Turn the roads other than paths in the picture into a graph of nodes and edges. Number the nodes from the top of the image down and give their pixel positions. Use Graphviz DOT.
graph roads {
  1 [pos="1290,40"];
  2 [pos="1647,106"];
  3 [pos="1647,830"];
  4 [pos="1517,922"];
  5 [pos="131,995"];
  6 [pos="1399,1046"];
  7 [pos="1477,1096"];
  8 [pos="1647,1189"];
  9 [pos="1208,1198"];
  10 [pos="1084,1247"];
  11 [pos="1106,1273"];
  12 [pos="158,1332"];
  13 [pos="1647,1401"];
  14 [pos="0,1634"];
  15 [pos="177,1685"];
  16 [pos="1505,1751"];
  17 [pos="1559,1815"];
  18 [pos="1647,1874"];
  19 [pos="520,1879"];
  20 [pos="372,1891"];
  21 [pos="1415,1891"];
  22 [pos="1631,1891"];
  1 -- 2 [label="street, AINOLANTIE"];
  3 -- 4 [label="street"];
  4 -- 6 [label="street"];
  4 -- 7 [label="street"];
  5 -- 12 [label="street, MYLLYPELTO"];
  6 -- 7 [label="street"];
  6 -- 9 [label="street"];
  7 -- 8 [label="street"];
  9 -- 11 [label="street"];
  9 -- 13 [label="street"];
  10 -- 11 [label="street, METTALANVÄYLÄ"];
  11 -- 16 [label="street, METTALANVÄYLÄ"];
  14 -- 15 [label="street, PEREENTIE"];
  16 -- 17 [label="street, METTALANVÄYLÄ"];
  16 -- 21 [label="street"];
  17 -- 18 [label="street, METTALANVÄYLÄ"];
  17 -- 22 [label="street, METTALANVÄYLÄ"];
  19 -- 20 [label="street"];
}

» WHAT YOU SHOULD DO
Would you show each line of the listing above that has the string "graph"?

» WRITTEN RESPONSE
Turn the roads other than paths in the picture into a graph of nodes and edges. Number the nodes from the top of the image down and give their pixel positions. Use Graphviz DOT.
graph roads {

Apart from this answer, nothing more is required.